[Supplied entries Boundary: Start]
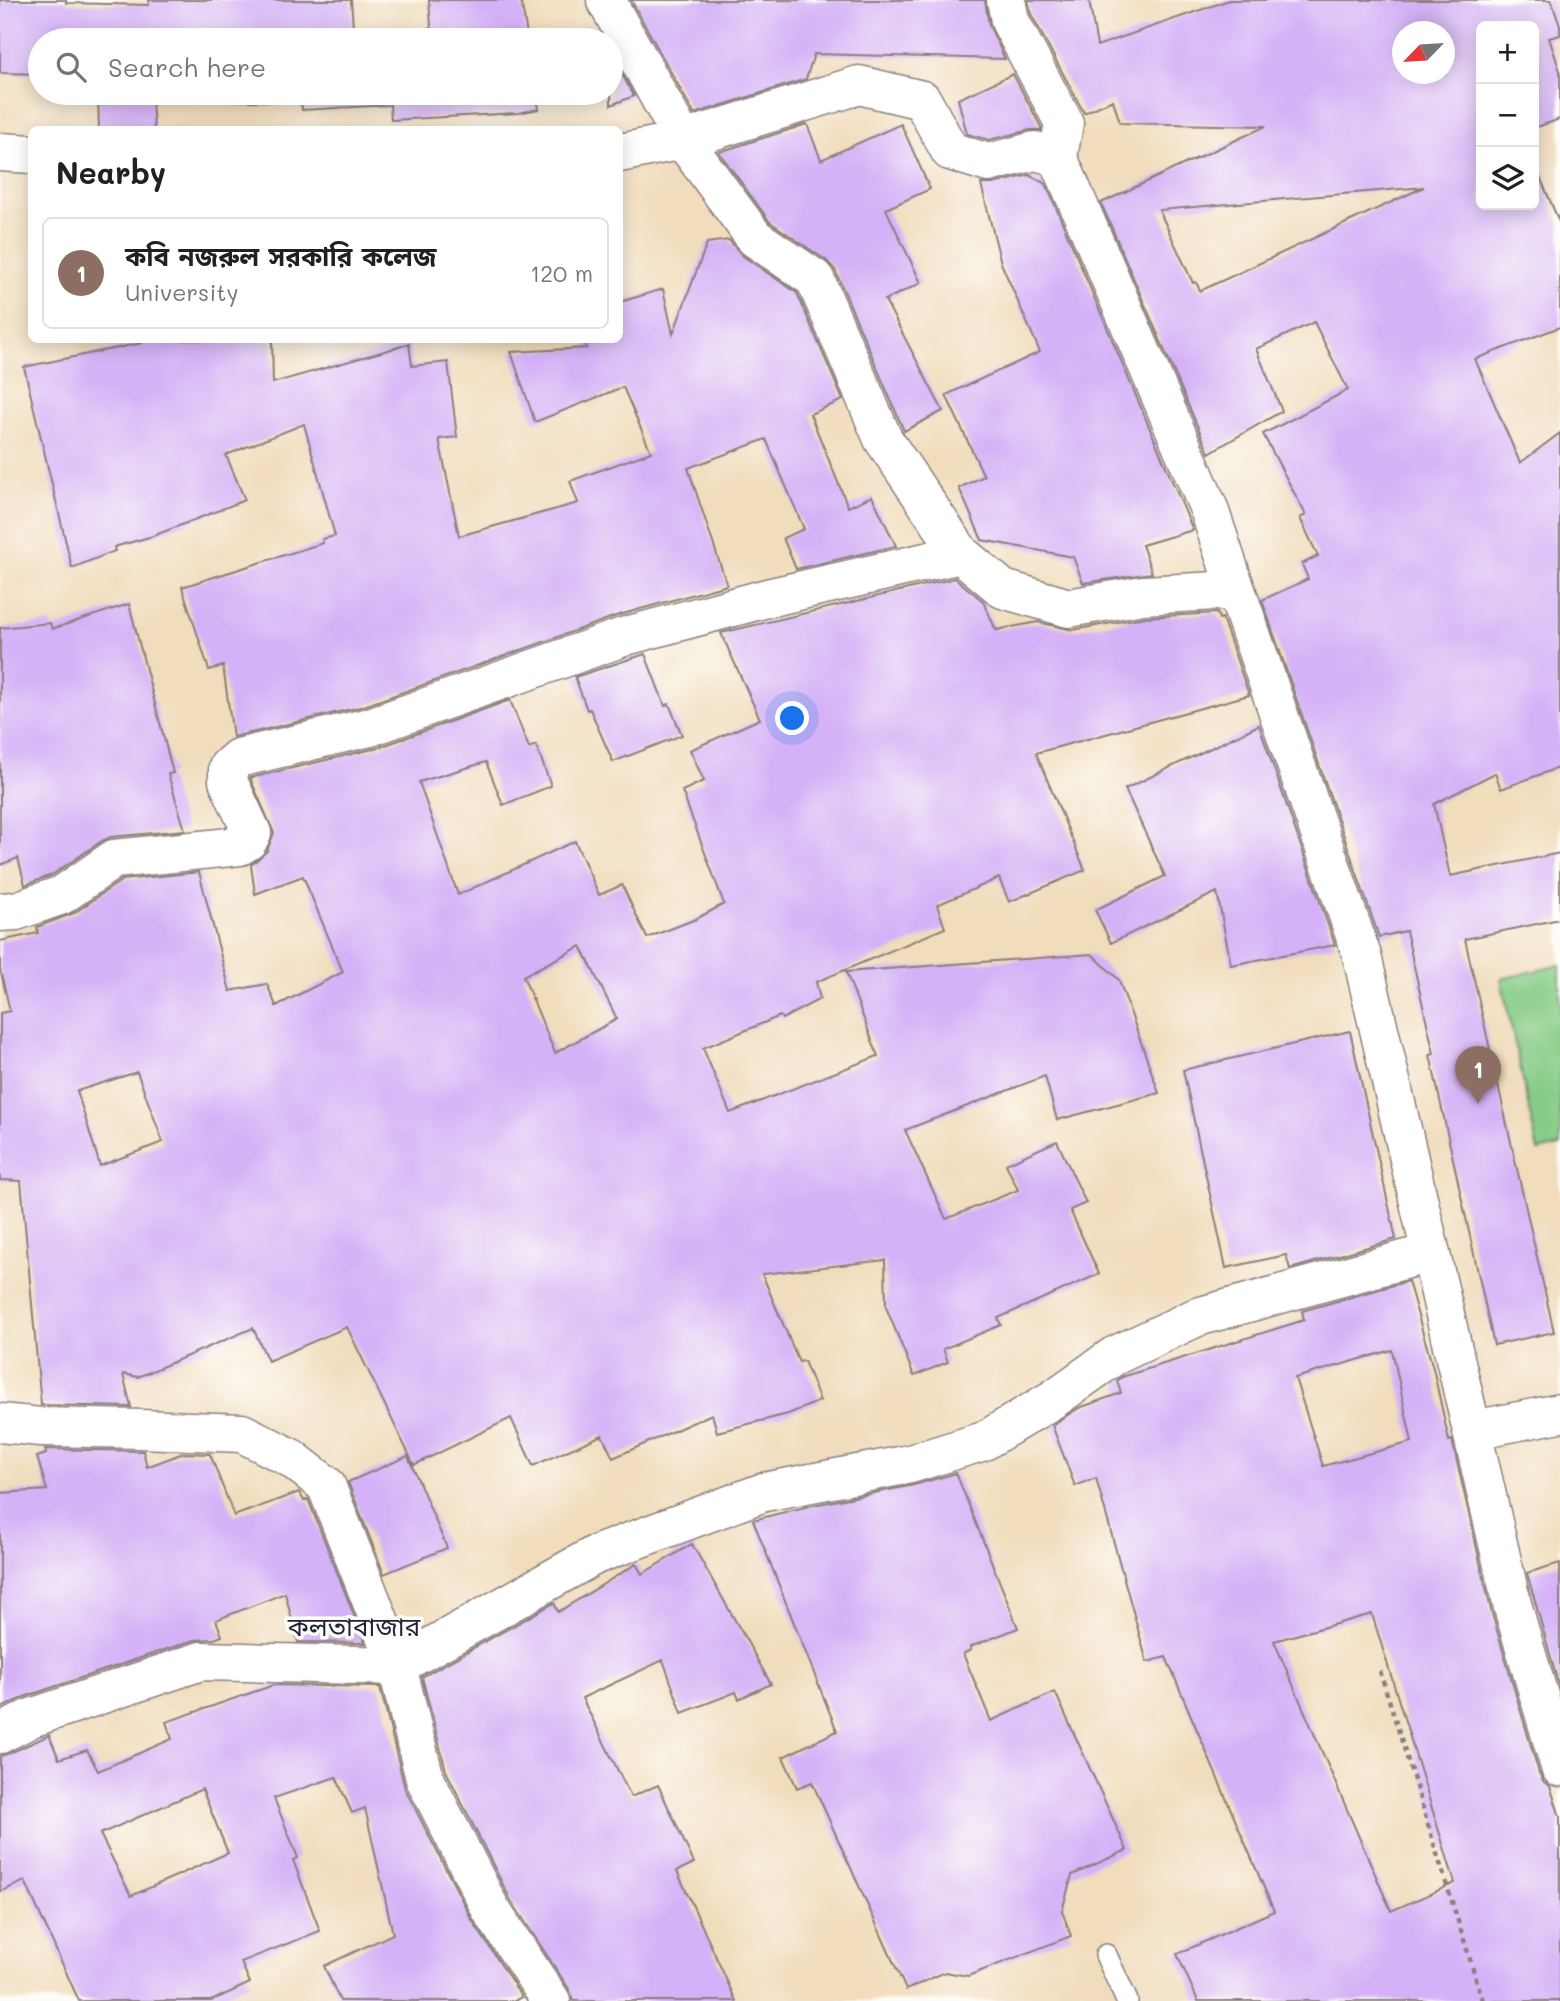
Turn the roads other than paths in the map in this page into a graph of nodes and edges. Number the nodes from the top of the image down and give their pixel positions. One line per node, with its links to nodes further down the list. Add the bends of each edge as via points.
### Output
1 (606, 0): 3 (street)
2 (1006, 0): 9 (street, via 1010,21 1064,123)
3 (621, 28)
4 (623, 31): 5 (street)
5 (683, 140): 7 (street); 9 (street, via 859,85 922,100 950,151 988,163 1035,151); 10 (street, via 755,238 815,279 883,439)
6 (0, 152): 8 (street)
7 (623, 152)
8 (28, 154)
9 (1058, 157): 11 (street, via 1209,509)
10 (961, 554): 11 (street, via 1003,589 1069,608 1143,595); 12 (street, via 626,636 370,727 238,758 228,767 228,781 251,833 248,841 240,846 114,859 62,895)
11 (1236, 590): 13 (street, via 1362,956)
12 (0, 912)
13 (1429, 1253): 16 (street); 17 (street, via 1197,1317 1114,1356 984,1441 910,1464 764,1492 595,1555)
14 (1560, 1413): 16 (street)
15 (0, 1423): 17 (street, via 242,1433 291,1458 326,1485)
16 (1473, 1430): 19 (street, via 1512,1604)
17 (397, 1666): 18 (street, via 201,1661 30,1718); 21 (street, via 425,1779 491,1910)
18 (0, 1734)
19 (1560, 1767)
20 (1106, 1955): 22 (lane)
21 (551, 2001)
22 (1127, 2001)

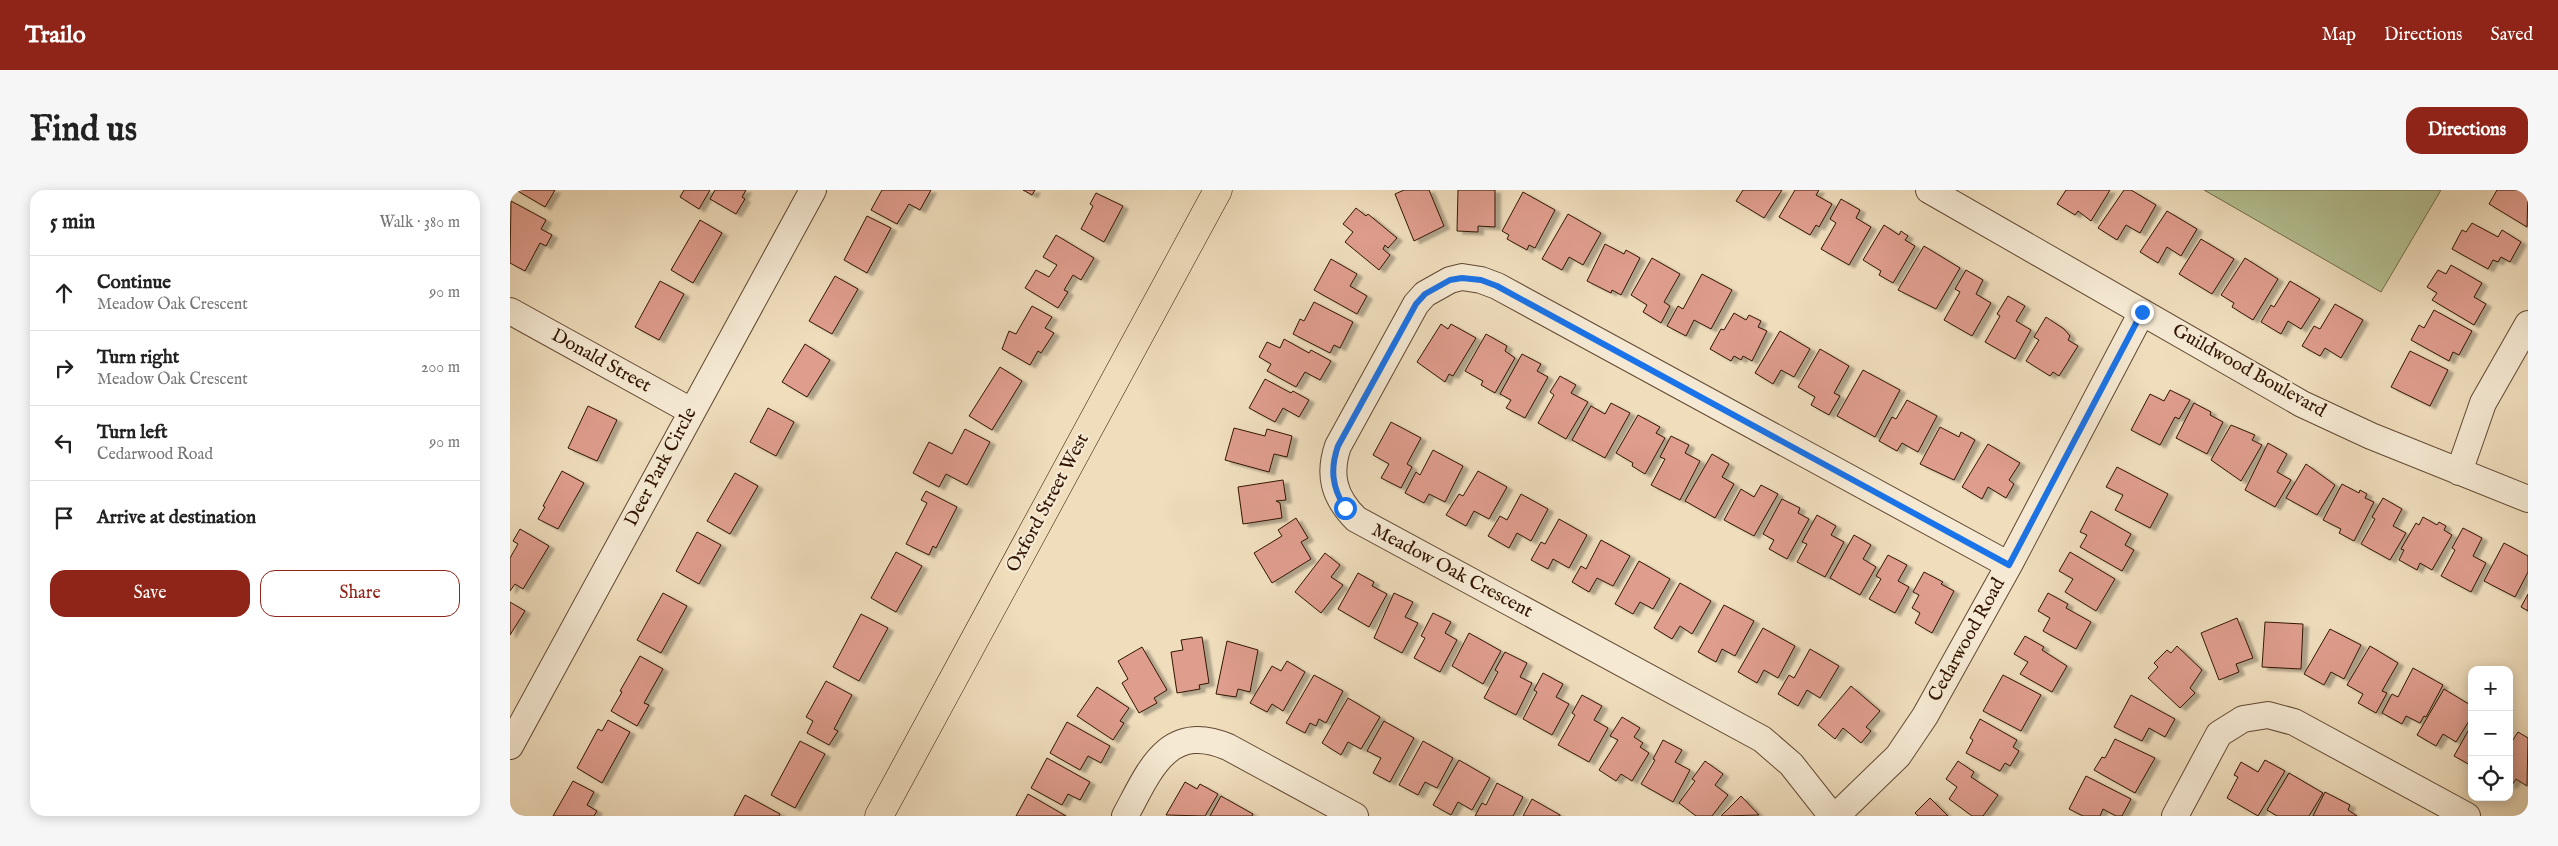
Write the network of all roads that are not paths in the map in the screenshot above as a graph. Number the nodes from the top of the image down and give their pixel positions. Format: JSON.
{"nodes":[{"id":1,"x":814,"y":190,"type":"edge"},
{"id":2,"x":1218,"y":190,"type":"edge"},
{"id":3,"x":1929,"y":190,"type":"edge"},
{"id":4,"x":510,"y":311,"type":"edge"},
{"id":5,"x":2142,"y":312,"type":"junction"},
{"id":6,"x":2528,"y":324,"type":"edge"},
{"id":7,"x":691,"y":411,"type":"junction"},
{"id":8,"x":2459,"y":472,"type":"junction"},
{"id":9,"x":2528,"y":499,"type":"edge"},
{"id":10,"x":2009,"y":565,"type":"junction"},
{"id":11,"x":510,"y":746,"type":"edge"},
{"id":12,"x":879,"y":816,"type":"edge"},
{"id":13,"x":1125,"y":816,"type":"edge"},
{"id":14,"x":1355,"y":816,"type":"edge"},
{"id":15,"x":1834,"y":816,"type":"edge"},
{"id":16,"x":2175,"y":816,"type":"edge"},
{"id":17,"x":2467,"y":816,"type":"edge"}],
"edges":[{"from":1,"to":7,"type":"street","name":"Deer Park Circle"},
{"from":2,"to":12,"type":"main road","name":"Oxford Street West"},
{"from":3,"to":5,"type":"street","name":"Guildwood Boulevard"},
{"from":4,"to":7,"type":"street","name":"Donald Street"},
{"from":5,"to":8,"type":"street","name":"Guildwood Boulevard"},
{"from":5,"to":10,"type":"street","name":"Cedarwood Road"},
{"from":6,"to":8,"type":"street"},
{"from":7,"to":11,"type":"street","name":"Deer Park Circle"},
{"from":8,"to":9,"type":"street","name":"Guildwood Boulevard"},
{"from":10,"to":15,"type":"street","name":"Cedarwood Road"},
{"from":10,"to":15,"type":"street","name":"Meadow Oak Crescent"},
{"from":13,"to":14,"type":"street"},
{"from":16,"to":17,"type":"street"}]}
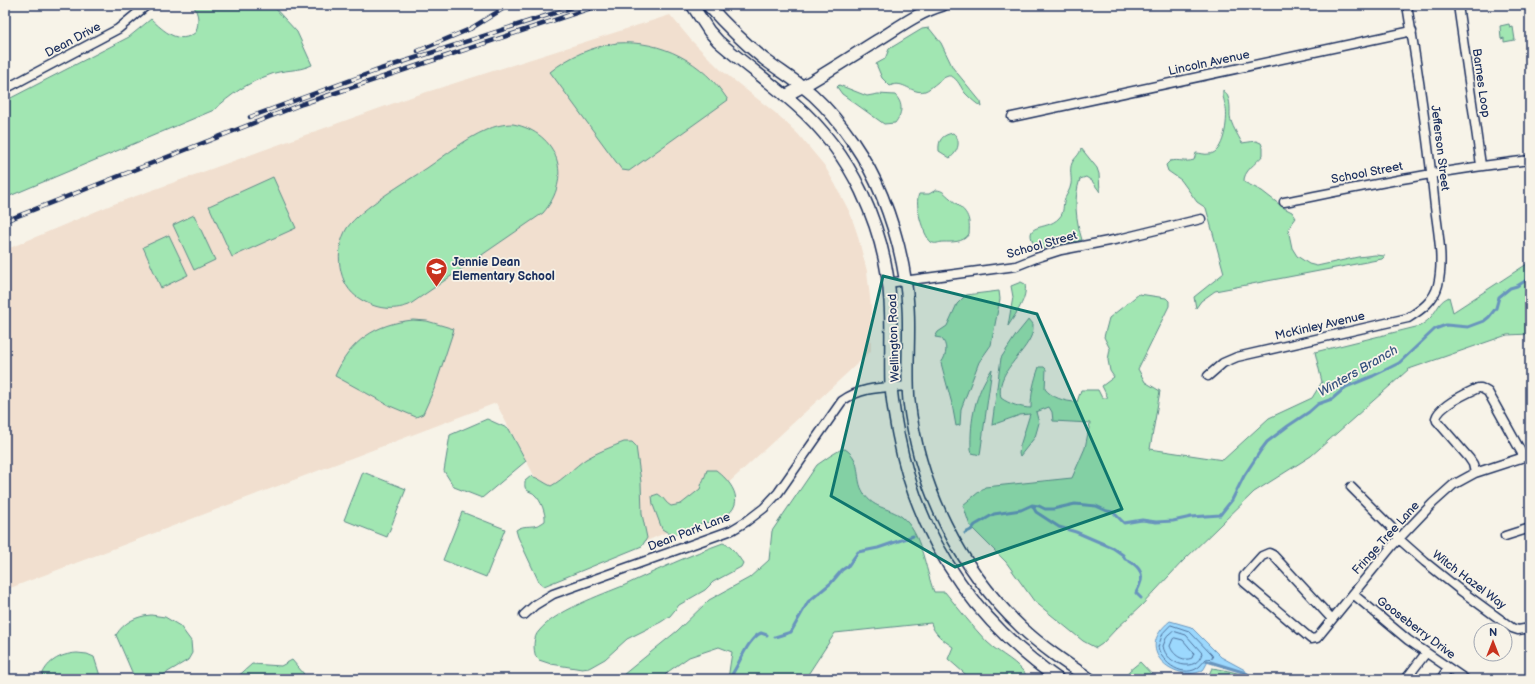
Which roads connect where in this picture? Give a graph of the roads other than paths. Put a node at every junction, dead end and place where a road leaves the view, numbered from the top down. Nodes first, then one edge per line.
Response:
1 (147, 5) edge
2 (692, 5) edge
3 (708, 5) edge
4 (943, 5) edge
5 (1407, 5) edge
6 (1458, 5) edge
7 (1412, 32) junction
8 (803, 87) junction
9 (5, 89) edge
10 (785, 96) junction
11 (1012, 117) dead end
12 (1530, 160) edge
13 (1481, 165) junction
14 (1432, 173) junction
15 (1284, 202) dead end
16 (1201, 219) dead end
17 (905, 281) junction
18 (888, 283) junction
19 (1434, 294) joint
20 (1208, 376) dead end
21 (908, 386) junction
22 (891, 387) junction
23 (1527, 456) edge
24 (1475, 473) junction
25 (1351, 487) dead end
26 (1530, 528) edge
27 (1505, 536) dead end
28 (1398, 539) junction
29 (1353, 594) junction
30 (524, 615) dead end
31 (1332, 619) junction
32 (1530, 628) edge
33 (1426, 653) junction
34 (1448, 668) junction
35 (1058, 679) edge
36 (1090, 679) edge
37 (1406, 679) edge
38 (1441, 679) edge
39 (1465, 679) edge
[Supplied entries Boundary: End]
**Exercise brief**
Copy out all the data exactly. No images belong in the copy.

**Answer to the exercise**
Turn the roads other than paths in the map in this page into a graph of nodes and edges. Number the nodes from the top of the image down and give their pixel positions. One line per node, with its links to nodes further down the list. Add the bends of each edge as via points.
### Output
1 (606, 0): 3 (street)
2 (1006, 0): 9 (street, via 1010,21 1064,123)
3 (621, 28)
4 (623, 31): 5 (street)
5 (683, 140): 7 (street); 9 (street, via 859,85 922,100 950,151 988,163 1035,151); 10 (street, via 755,238 815,279 883,439)
6 (0, 152): 8 (street)
7 (623, 152)
8 (28, 154)
9 (1058, 157): 11 (street, via 1209,509)
10 (961, 554): 11 (street, via 1003,589 1069,608 1143,595); 12 (street, via 626,636 370,727 238,758 228,767 228,781 251,833 248,841 240,846 114,859 62,895)
11 (1236, 590): 13 (street, via 1362,956)
12 (0, 912)
13 (1429, 1253): 16 (street); 17 (street, via 1197,1317 1114,1356 984,1441 910,1464 764,1492 595,1555)
14 (1560, 1413): 16 (street)
15 (0, 1423): 17 (street, via 242,1433 291,1458 326,1485)
16 (1473, 1430): 19 (street, via 1512,1604)
17 (397, 1666): 18 (street, via 201,1661 30,1718); 21 (street, via 425,1779 491,1910)
18 (0, 1734)
19 (1560, 1767)
20 (1106, 1955): 22 (lane)
21 (551, 2001)
22 (1127, 2001)

Write the network of all roads that are not paths in the map in the screenshot above as a graph. Number the nodes from the top of the image down and give their pixel positions. Format: JSON.
{"nodes":[{"id":1,"x":814,"y":190,"type":"edge"},
{"id":2,"x":1218,"y":190,"type":"edge"},
{"id":3,"x":1929,"y":190,"type":"edge"},
{"id":4,"x":510,"y":311,"type":"edge"},
{"id":5,"x":2142,"y":312,"type":"junction"},
{"id":6,"x":2528,"y":324,"type":"edge"},
{"id":7,"x":691,"y":411,"type":"junction"},
{"id":8,"x":2459,"y":472,"type":"junction"},
{"id":9,"x":2528,"y":499,"type":"edge"},
{"id":10,"x":2009,"y":565,"type":"junction"},
{"id":11,"x":510,"y":746,"type":"edge"},
{"id":12,"x":879,"y":816,"type":"edge"},
{"id":13,"x":1125,"y":816,"type":"edge"},
{"id":14,"x":1355,"y":816,"type":"edge"},
{"id":15,"x":1834,"y":816,"type":"edge"},
{"id":16,"x":2175,"y":816,"type":"edge"},
{"id":17,"x":2467,"y":816,"type":"edge"}],
"edges":[{"from":1,"to":7,"type":"street","name":"Deer Park Circle"},
{"from":2,"to":12,"type":"main road","name":"Oxford Street West"},
{"from":3,"to":5,"type":"street","name":"Guildwood Boulevard"},
{"from":4,"to":7,"type":"street","name":"Donald Street"},
{"from":5,"to":8,"type":"street","name":"Guildwood Boulevard"},
{"from":5,"to":10,"type":"street","name":"Cedarwood Road"},
{"from":6,"to":8,"type":"street"},
{"from":7,"to":11,"type":"street","name":"Deer Park Circle"},
{"from":8,"to":9,"type":"street","name":"Guildwood Boulevard"},
{"from":10,"to":15,"type":"street","name":"Cedarwood Road"},
{"from":10,"to":15,"type":"street","name":"Meadow Oak Crescent"},
{"from":13,"to":14,"type":"street"},
{"from":16,"to":17,"type":"street"}]}
Which roads connect where in this picture? Give a graph of the roads other than paths. Put a node at every junction, dead end and place where a road leaves the view, numbered from the top down. Nodes first, then one edge per line.
Response:
1 (147, 5) edge
2 (692, 5) edge
3 (708, 5) edge
4 (943, 5) edge
5 (1407, 5) edge
6 (1458, 5) edge
7 (1412, 32) junction
8 (803, 87) junction
9 (5, 89) edge
10 (785, 96) junction
11 (1012, 117) dead end
12 (1530, 160) edge
13 (1481, 165) junction
14 (1432, 173) junction
15 (1284, 202) dead end
16 (1201, 219) dead end
17 (905, 281) junction
18 (888, 283) junction
19 (1434, 294) joint
20 (1208, 376) dead end
21 (908, 386) junction
22 (891, 387) junction
23 (1527, 456) edge
24 (1475, 473) junction
25 (1351, 487) dead end
26 (1530, 528) edge
27 (1505, 536) dead end
28 (1398, 539) junction
29 (1353, 594) junction
30 (524, 615) dead end
31 (1332, 619) junction
32 (1530, 628) edge
33 (1426, 653) junction
34 (1448, 668) junction
35 (1058, 679) edge
36 (1090, 679) edge
37 (1406, 679) edge
38 (1441, 679) edge
39 (1465, 679) edge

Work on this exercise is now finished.